### Work request:
Do any lines in the data below contain "João"? If so, copy every one of them.

### Material supplied:
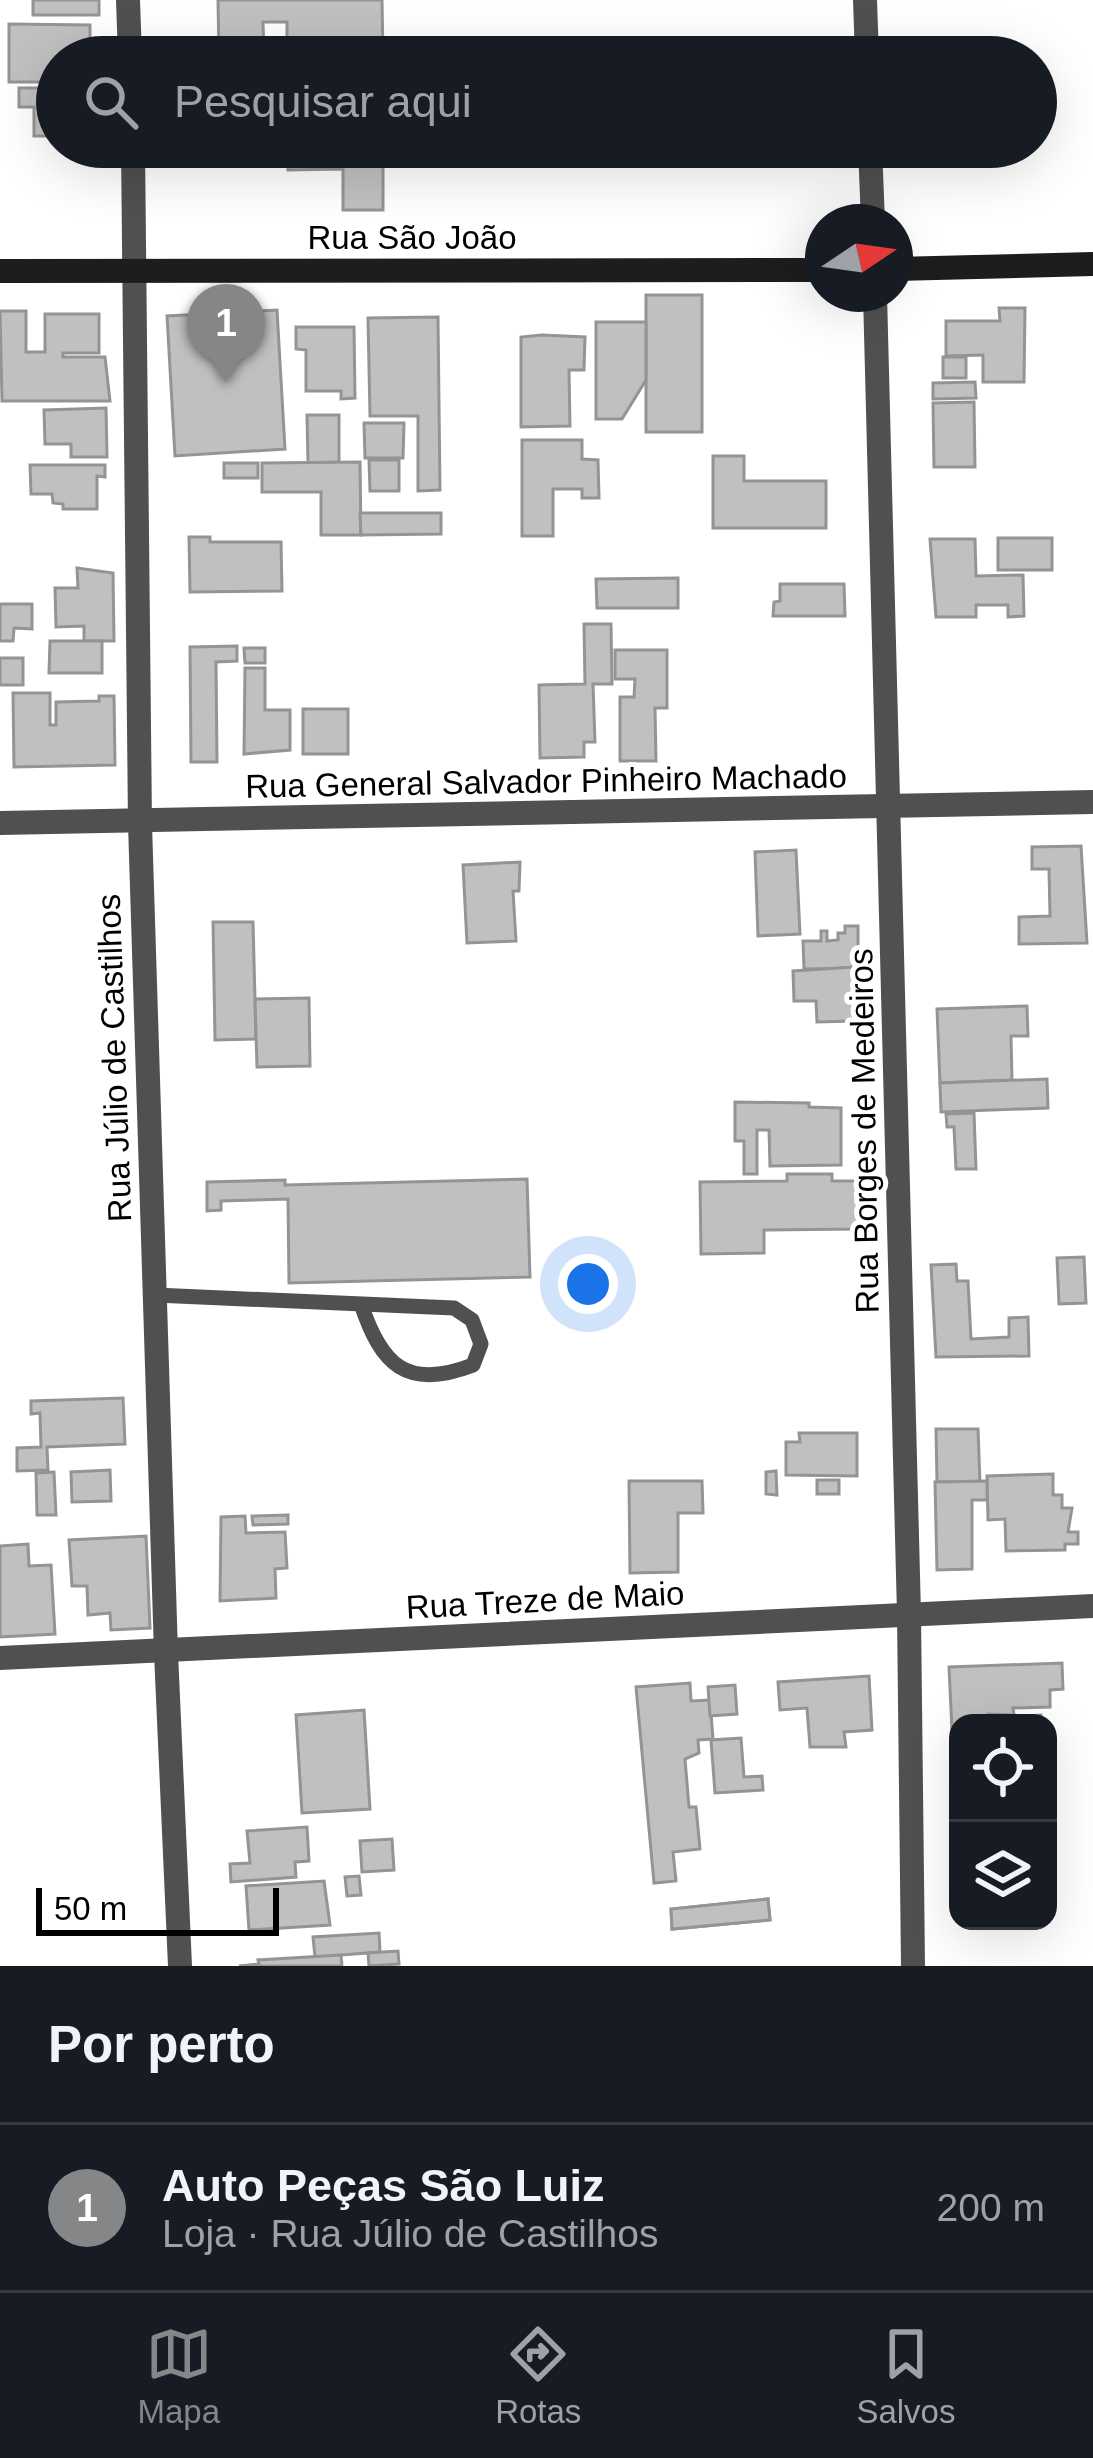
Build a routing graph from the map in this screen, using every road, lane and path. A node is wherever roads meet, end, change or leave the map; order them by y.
1 (128, 0) edge
2 (865, 0) edge
3 (129, 36) edge
4 (866, 36) edge
5 (134, 168) edge
6 (871, 168) edge
7 (872, 204) edge
8 (1093, 264) edge
9 (913, 269) edge
10 (136, 270) junction
11 (805, 270) edge
12 (0, 271) edge
13 (875, 312) edge
14 (1093, 802) edge
15 (888, 805) junction
16 (0, 824) edge
17 (140, 824) junction
18 (154, 1294) junction
19 (361, 1304) junction
20 (1093, 1606) edge
21 (909, 1614) junction
22 (166, 1653) junction
23 (0, 1658) edge
24 (180, 1966) edge
25 (913, 1966) edge

1 - 3 street
2 - 4 street
5 - 10 street, Rua Júlio de Castilhos
6 - 7 street
8 - 9 main road
10 - 11 main road, Rua São João
10 - 12 main road, Rua São João
10 - 17 street, Rua Júlio de Castilhos
13 - 15 street, Rua Borges de Medeiros
14 - 15 street, Rua General Salvador Pinheiro Machado
15 - 17 street, Rua General Salvador Pinheiro Machado
15 - 21 street, Rua Borges de Medeiros
16 - 17 street, Rua General Salvador Pinheiro Machado
17 - 18 street, Rua Júlio de Castilhos
18 - 19 lane
18 - 22 street, Rua Júlio de Castilhos
19 - 19 lane
20 - 21 street, Rua Treze de Maio
21 - 22 street, Rua Treze de Maio
21 - 25 street, Rua Borges de Medeiros
22 - 23 street, Rua Treze de Maio
22 - 24 street, Rua Júlio de Castilhos

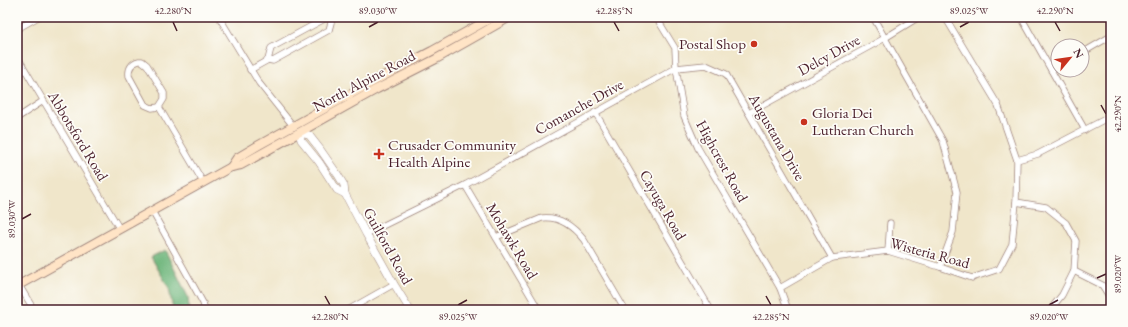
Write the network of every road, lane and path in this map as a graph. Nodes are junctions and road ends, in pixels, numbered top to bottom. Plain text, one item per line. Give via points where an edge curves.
1 (38, 17) edge
2 (219, 17) edge
3 (329, 17) edge
4 (493, 17) edge
5 (510, 17) edge
6 (656, 17) edge
7 (874, 17) edge
8 (919, 17) edge
9 (945, 17) edge
10 (1020, 17) edge
11 (17, 29) edge
12 (1111, 36) edge
13 (885, 38) junction
14 (1090, 48) edge
15 (17, 56) edge
16 (268, 60) junction
17 (676, 68) junction
18 (1050, 68) edge
19 (250, 70) junction
20 (1056, 78) edge
21 (43, 101) junction
22 (159, 107) junction
23 (595, 112) junction
24 (749, 113) junction
25 (1111, 116) edge
26 (17, 118) edge
27 (293, 126) junction
28 (1085, 130) junction
29 (299, 133) junction
30 (1017, 160) junction
31 (230, 167) junction
32 (203, 182) junction
33 (465, 185) junction
34 (1016, 202) junction
35 (152, 211) junction
36 (890, 223) dead end
37 (119, 228) junction
38 (366, 234) junction
39 (496, 237) junction
40 (888, 251) junction
41 (832, 258) junction
42 (940, 267) junction
43 (1074, 271) junction
44 (18, 284) edge
45 (394, 284) junction
46 (780, 288) junction
47 (1111, 299) edge
48 (34, 310) edge
49 (206, 310) edge
50 (348, 310) edge
51 (410, 310) edge
52 (538, 310) edge
53 (625, 310) edge
54 (711, 310) edge
55 (788, 310) edge
56 (1050, 310) edge

1 - 11 street
2 - 19 street
3 - 16 street via 271,48
3 - 16 street via 332,19 329,30 273,61
4 - 27 main road, North Alpine Road
5 - 29 main road, North Alpine Road
6 - 17 street, Highcrest Road via 675,48
7 - 13 street
8 - 13 street, Delcy Drive
9 - 30 street, Wisteria Road via 998,105
10 - 18 street
12 - 14 street
13 - 24 street, Delcy Drive
13 - 42 street via 943,141 957,192 953,232
15 - 21 street, Abbotsford Road
16 - 19 street
17 - 23 street, Comanche Drive
17 - 24 street, Augustana Drive via 706,65 726,74
17 - 46 street, Highcrest Road via 684,116
19 - 27 street
20 - 28 street
21 - 26 street
21 - 37 street, Abbotsford Road
22 - 22 street via 164,99 164,93 148,65 142,61 136,62 130,67 129,76 146,105 152,108
22 - 32 street
23 - 33 street, Comanche Drive
23 - 54 street, Cayuga Road
24 - 41 street, Augustana Drive
25 - 28 street
27 - 29 street
27 - 31 main road, North Alpine Road via 237,158
28 - 30 street via 1038,154
29 - 31 main road, North Alpine Road via 240,165
29 - 38 street, Guilford Road via 301,140 320,162 337,190 345,194
30 - 34 street, Wisteria Road
31 - 32 main road, North Alpine Road
32 - 35 main road, North Alpine Road
33 - 38 street, Comanche Drive
33 - 39 street, Mohawk Road
34 - 42 street, Wisteria Road via 1012,244 999,269 972,278
34 - 43 street via 1046,207 1066,222 1076,241
35 - 37 main road, North Alpine Road
35 - 49 street
36 - 40 street
37 - 44 main road, North Alpine Road
38 - 45 street, Guilford Road
39 - 52 street, Mohawk Road
39 - 53 street via 542,218 554,218 566,223 584,240
40 - 41 street, Wisteria Road
40 - 42 street, Wisteria Road
41 - 46 street, Wisteria Road
43 - 47 street via 1102,285
43 - 56 street via 1062,295
44 - 48 street
45 - 50 street
45 - 51 street, Guilford Road
46 - 55 street, Highcrest Road

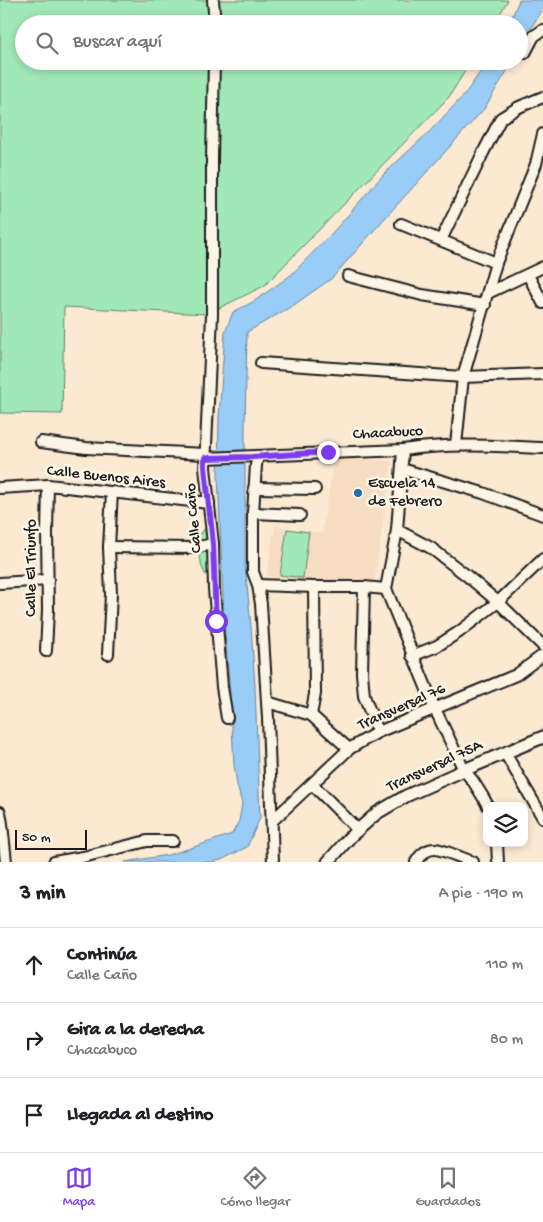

### Response box:
10 - 11 main road, Rua São João
10 - 12 main road, Rua São João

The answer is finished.